# How long to wait for lumber to acclimate



## Chelios (Jan 2, 2010)

I see many of the more experienced woodworkers recommend to let new boards acclimate to the shop environment for some time. I just bought some hardwoods for a project, so how long do you all think it would be before I cut into it?

thanks

I assume the wood has been kiln dried


----------



## 8iowa (Feb 7, 2008)

Woodworking author Nick Engler states that the minimum is two weeks, with the caveat that more is better. Although there are those who think this is not very important, I've been "stung" twice when I have violated this rule.

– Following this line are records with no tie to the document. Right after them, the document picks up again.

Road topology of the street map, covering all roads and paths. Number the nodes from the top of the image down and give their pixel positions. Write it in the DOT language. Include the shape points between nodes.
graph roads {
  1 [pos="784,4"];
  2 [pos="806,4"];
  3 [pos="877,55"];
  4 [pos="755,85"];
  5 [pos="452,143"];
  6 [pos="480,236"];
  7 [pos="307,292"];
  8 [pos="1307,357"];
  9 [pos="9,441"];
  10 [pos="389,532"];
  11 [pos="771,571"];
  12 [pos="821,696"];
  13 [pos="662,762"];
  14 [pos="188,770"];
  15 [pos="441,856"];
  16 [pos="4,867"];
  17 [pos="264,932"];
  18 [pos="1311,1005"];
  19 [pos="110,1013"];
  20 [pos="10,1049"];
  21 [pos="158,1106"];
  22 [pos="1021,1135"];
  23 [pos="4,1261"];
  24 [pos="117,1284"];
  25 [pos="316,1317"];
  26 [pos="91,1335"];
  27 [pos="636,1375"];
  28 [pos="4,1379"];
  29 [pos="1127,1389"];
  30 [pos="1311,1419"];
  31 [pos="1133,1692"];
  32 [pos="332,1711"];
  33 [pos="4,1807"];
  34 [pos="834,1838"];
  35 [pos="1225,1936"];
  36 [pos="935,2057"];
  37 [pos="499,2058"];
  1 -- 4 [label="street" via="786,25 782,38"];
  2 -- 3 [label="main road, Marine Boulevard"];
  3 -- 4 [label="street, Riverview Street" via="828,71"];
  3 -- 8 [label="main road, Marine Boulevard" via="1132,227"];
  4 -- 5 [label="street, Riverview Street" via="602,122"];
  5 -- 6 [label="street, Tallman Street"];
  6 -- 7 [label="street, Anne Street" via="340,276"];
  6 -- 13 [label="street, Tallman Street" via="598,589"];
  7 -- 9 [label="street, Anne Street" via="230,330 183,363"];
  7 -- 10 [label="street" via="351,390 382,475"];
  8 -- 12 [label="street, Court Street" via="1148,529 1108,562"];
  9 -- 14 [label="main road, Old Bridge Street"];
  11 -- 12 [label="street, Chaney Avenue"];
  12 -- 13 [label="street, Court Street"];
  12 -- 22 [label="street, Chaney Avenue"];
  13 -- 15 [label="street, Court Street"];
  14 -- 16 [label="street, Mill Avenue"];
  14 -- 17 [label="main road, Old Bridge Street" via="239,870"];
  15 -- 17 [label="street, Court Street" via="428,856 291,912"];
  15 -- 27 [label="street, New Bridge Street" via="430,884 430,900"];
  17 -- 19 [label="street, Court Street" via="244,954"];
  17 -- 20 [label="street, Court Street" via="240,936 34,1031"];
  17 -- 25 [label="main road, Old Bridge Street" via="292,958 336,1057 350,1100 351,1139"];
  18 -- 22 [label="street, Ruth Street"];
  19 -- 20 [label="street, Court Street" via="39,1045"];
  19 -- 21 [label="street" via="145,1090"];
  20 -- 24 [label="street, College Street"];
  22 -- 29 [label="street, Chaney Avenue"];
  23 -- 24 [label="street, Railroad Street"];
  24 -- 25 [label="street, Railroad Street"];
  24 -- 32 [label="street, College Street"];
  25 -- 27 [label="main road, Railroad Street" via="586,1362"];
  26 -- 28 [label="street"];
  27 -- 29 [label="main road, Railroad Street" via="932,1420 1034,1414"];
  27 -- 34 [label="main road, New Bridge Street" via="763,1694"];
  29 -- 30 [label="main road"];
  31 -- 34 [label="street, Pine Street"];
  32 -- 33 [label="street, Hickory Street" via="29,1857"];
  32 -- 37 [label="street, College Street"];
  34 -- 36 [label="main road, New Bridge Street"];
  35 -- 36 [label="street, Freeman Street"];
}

Wood that has been stored exposed to the outside environment definitely needs climatization, especially if brought into a heated or air conditioned shop. Some wood, like dimensional 2×4's ect., at lumberyards and big boxes has a moisture content as high as 30%.


----------



## TopamaxSurvivor (May 2, 2008)

They always let it be for 2 weeks on the jobs I have been on in the last 40+ yrs.


----------



## Nomad62 (Apr 20, 2010)

I recommend a couple of weeks this time of year, maybe longer if the wood has been outside; a lot of it depends on its previous environment. If it is local wood purchased from an "inside" environment, you should be ok with a couple of weeks; if it is wood from a lean-to or outside environment, I'd wait a month.


----------



## ropedog (Mar 26, 2008)

I go anywhere from 2 weeks to 2 years depending on what kind of wood it is and where it has been kept before I get it.


----------



## Chelios (Jan 2, 2010)

Thanks all, based on your recommendations I think I will go with the couple weeks based on the fact that this was sitting inside a climate controlled warehouse.

best


----------



## 76winger (Nov 12, 2009)

I think the finaly purpose and value of the final product is going to determine how long you let the peices aclimate as well. For example a couple weeks is probably OK for a simple wall shelf, step-stool and such, but wood for a nice bookcase or furniture would be worth a lot more time adjusting to it new environment before working it, so you don't end up with a wobbly chair/table/bookshelf, etc.


----------



## a1Jim (Aug 9, 2008)

In all situations therefore are perfect ways to do things and must do ways to do things. In storing wood before use a couple weeks or more is great but not always realistic. So store it as long as possible then allow extra time and rough cut your material and let it acclimate to the shop another 24 hours or more and see if your material moves such as twist or cupping and then proceed to cut to final size. when letting wood acclimate make sure both sides have equal exposure to air other wise one side will dry quicker than the other.


----------